■ EXTRACTED INFORMATION ■
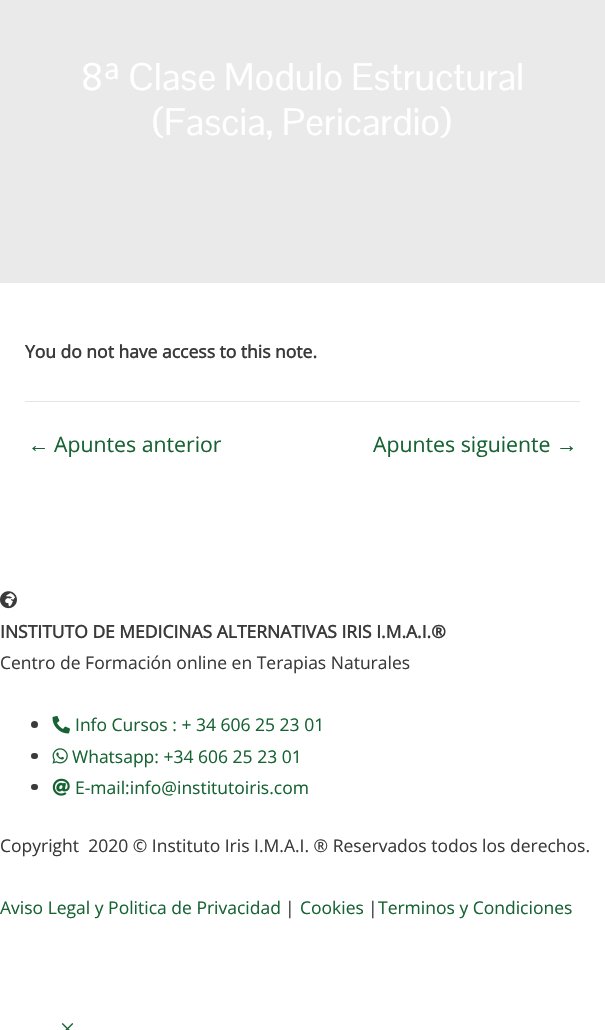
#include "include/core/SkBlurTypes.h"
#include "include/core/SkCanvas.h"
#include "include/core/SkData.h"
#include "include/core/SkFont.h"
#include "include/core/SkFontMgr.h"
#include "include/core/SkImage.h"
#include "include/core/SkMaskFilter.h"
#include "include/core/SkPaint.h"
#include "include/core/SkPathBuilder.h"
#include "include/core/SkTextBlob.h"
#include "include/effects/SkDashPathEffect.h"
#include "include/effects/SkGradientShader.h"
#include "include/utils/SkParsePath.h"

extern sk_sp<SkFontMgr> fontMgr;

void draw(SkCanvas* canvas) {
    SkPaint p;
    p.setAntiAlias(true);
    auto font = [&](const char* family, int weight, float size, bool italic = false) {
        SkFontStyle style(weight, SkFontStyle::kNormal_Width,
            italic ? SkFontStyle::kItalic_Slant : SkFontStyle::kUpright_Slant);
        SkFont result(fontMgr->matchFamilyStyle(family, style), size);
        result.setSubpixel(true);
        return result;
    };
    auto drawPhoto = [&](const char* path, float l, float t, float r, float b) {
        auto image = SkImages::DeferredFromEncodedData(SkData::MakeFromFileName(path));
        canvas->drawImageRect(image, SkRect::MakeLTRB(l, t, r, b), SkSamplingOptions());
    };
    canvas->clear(0xFFFFFFFF);
    p.setColor(0xFFEAEAEA);
    canvas->drawRect(SkRect::MakeLTRB(0, 0, 605, 283), p);
    auto font1 = font("Pontano Sans", 400, 37.5f);
    p.setColor(0xFFFFFFFF);
    canvas->drawString("8ª Clase Modulo Estructural", 81, 90, font1, p);
    canvas->drawString("(Fascia, Pericardio)", 153, 135, font1, p);
    auto font2 = font("Open Sans", 700, 17.5f);
    p.setColor(0xFF3A3A3A);
    canvas->drawString("You do not have access to this note.", 25, 358, font2, p);
    p.setColor(0xFFE5E5E5);
    canvas->drawRect(SkRect::MakeLTRB(25, 401, 580, 402), p);
    auto font3 = font("Liberation Sans", 400, 21.25f);
    p.setColor(0xFF176333);
    canvas->drawString("←", 28, 452, font3, p);
    auto font4 = font("Open Sans", 400, 21.25f);
    canvas->drawString("Apuntes anterior", 54, 452, font4, p);
    canvas->drawString("Apuntes siguiente", 373, 452, font4, p);
    canvas->drawString("→", 556, 452, font3, p);
    drawPhoto("media/1.png", 0, 591, 17, 609);
    p.setColor(0xFF3A3A3A);
    canvas->drawString("INSTITUTO DE MEDICINAS ALTERNATIVAS IRIS I.M.A.I.®", 0, 638, font2, p);
    auto font5 = font("Open Sans", 400, 17.5f);
    canvas->drawString("Centro de Formación online en Terapias Naturales", 0, 669, font5, p);
    canvas->drawCircle(34.5f, 724.5f, 3.5f, p);
    drawPhoto("media/2.png", 52, 716, 70, 734);
    p.setColor(0xFF176333);
    canvas->drawString("Info Cursos : + 34 606 25 23 01", 75, 731, font5, p);
    p.setColor(0xFF3A3A3A);
    canvas->drawRoundRect(SkRect::MakeLTRB(31, 753, 38, 759), 3, 3, p);
    drawPhoto("media/3.png", 52, 748, 68, 764);
    p.setColor(0xFF176333);
    canvas->drawString("Whatsapp: +34 606 25 23 01", 72, 763, font5, p);
    p.setColor(0xFF3A3A3A);
    canvas->drawRoundRect(SkRect::MakeLTRB(31, 784, 38, 790), 3, 3, p);
    drawPhoto("media/4.png", 52, 778, 70, 796);
    p.setColor(0xFF176333);
    canvas->drawString("E-mail:info@institutoiris.com", 75, 794, font5, p);
    p.setColor(0xFF3A3A3A);
    canvas->drawString("Copyright  2020 © Instituto Iris I.M.A.I. ® Reservados todos los derechos.", 0, 852, font5, p);
    p.setColor(0xFF176333);
    canvas->drawString("Aviso Legal y Politica de Privacidad", 0, 914, font5, p);
    p.setColor(0xFF3A3A3A);
    canvas->drawString("|", 285, 914, font5, p);
    p.setColor(0xFF176333);
    canvas->drawString("Cookies", 300, 914, font5, p);
    p.setColor(0xFF3A3A3A);
    canvas->drawString("|", 368, 914, font5, p);
    p.setColor(0xFF176333);
    canvas->drawString("Terminos y Condiciones", 378, 914, font5, p);
    drawPhoto("media/5.png", 61, 1023, 74, 1030);
}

■ WHAT YOU ARE ASKED TO DO ■
All lines of the entries containing the string "SkData" must be shown in full.

■ ANSWER AREA ■
#include "include/core/SkData.h"
        auto image = SkImages::DeferredFromEncodedData(SkData::MakeFromFileName(path));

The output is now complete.